You can buy induction hobs specifically for woks, but they're a bit specialist, as are those colossal burners in the picture above.

Generally speaking, for a wok you want as much of it heated as possible. Induction [or any electric hob] will only ever heat the flat surface in contact with the ring. Domestic gas is better, & you can tilt the wok to aid ingredient distribution rather than having to leave it flat on the ring all the time.
Home-cooked Chinese-style food must necessarily adopt a different technique because you simply cannot generate the same amount of heat as a commercial kitchen.

If you don't have time/skill/patience to season a wok & keep it seasoned, then get a non-stick. Just don't get a cheap one, or it will peel off in three months.

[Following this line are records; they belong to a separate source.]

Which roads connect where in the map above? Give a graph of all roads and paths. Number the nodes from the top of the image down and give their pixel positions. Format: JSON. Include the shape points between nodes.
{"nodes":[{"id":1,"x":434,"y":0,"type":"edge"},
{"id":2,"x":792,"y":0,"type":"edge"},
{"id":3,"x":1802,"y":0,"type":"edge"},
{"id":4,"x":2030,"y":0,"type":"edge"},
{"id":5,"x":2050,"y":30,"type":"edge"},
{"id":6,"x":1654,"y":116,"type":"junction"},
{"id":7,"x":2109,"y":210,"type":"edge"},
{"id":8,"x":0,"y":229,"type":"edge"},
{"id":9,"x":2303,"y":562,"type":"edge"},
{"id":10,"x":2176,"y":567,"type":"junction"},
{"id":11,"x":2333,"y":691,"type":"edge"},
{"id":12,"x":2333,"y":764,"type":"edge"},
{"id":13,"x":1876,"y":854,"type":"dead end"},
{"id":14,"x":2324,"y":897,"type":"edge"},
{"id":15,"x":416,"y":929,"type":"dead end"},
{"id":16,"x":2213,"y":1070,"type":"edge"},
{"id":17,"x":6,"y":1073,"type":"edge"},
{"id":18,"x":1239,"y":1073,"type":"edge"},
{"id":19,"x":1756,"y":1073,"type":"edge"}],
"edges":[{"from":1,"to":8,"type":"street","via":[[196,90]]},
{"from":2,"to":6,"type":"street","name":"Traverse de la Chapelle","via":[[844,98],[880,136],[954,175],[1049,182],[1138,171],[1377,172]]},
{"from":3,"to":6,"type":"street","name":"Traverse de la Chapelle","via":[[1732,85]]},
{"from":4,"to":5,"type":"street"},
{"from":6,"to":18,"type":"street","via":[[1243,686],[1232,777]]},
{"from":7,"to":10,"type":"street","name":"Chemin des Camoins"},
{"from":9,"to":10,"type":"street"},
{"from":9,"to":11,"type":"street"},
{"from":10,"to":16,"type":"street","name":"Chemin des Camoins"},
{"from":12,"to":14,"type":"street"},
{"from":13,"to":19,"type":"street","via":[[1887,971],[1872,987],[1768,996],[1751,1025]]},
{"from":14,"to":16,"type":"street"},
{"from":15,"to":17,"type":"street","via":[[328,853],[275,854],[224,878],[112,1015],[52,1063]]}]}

My own wok is one of these - Masterclass - and has withstood everything I can throw at it for over two years, without showing any sign of scratching, burning, evaporating or anything else detrimental to the surface. I treat it with little respect, though I only use wooden or plastic utensils for all my pans, & wash it in regular washing-up liquid (dish soap) with the same brush I use for everything else. The outside is scuffed & scratched, but the inside still looks as new.
And it only cost 30 quid [bucks/euros].

When you're throwing food around in this, you will quickly realise why you don't want a cast iron one… the weight.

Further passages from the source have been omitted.